Les soupapes sont disposées pratiquement à angle droit les unes par rapport aux autres. La soupape d’admission est positionnée verticalement dans la culasse, tandis que la valve d’échappement est disposée à l’horizontale. Lors du changement des gaz – c’est-à-dire à l’entrée et la sortie des gaz dans le cylindre – l’air frais s’écoule le long de la paroi du cylindre vers le bas, en direction du piston, où il se propage et remplit la chambre de combustion de bas en haut. Cette arrivée d’air pousse les gaz d’échappement de la précédente combustion hors du cylindre, via le canal d’échappement. 

Comme un moteur à deux temps ne dispose que d’un tour de vilebrequin pour accomplir ses quatre étapes de travail (admission, compression, combustion, échappement), la rapidité de la commande des soupapes est essentielle. La valve d’échappement s’ouvre toujours 10 degrés avant la soupape d’admission, et ce bien avant que le piston n’atteigne le point mort bas. Le mélange en expansion s’échappe ainsi déjà, ce qui crée une dépression dans le cylindre et favorise ainsi l’arrivée des gaz frais. La soupape d’échappement se ferme avant la soupape d’admission.

Comme pour le moteur à quatre temps, le taux de compression dépend des temps d’ouverture et de fermeture des soupapes. Dans le cas du moteur à deux temps de Mazda, c’est d’autant plus important que le moteur fonctionne selon les principes de l’auto-allumage et de l’allumage commandé (par la bougie). Le bon calage des arbres à cames joue donc un rôle prépondérant. Si les soupapes sont ouvertes et refermées tôt, la compression est plus élevée. A l’inverse, si elles sont ouvertes tard, elle est plus faible. Avec son Skyactiv-X, Mazda est le seul constructeur automobile à disposer d’un moteur à auto-allumage d’essence. A faible charge, la compression est augmentée, ce qui permet au mélange de s’enflammer spontanément. En cas de charge plus élevée, les soupapes s’ouvrent plus tard, la compression diminue et l’allumage se fait grâce à l’étincelle au niveau de la bougie, juste avant que le piston n’atteigne le point mort haut. Cela permet d’éviter le cliquetis du moteur.

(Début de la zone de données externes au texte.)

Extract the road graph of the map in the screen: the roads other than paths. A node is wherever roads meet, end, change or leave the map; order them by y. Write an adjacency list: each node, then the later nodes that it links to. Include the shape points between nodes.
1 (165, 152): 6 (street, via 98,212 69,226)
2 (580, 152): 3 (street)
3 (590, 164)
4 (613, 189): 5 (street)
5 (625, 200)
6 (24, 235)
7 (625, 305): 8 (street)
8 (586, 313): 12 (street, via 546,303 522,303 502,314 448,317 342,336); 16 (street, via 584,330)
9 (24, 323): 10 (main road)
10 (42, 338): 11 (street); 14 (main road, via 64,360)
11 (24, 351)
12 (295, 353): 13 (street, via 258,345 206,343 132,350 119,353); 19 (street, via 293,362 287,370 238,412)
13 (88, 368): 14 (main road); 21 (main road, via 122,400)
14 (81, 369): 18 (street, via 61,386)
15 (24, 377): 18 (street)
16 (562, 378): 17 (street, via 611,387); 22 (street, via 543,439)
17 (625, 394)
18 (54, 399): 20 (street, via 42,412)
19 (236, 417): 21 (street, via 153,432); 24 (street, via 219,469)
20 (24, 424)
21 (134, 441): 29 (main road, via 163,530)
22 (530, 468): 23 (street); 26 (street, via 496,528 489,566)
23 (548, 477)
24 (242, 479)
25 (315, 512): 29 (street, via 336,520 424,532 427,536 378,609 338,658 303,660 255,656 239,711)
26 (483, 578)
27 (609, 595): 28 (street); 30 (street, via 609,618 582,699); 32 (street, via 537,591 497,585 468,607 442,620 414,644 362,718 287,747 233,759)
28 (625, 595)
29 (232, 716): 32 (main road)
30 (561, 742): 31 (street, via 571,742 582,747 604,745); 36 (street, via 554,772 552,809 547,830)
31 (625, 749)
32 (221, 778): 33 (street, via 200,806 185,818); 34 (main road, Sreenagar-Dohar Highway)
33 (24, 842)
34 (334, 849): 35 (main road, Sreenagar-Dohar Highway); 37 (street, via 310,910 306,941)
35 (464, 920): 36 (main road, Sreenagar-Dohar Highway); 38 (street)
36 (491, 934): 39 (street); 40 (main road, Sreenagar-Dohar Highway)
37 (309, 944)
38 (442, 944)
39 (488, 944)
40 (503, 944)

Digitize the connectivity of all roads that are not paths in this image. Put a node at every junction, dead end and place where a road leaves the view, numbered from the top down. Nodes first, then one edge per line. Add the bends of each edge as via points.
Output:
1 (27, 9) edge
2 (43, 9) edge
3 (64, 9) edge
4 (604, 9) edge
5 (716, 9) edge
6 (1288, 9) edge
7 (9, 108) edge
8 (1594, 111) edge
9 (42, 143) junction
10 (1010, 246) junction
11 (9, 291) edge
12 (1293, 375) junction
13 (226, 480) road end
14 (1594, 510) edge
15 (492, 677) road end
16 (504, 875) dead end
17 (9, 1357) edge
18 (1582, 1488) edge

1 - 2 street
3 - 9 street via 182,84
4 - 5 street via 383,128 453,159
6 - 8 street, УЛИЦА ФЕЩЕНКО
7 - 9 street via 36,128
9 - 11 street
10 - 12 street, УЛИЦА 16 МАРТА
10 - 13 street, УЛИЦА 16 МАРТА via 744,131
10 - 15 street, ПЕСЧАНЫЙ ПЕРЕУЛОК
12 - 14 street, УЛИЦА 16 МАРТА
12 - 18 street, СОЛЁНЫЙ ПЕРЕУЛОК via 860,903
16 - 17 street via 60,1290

Si l’on cumule l’important chevauchement entre les angles d’ouverture et la grande quantité d’air «poussée» par le compresseur à l’intérieur du cylindre, on peut supposer qu’une partie de l’air frais est aussitôt expulsée. Le moteur à deux temps de Mazda devrait donc, lui aussi, souffrir du problème des taux élevés d’oxyde d’azote en sortie. A moins que la firme d’Hiroshima n’ait entretemps résolu ce problème en disposant des pièges à NOX dans les échappements. On ne le saura probablement jamais, car il est peu probable que ce moteur à deux temps ait un jour les honneurs d’une production en série. On se réjouit de constater que, même cent ans après son invention, un constructeur d’envergure continue de croire en une technologie que certains donnaient pour morte.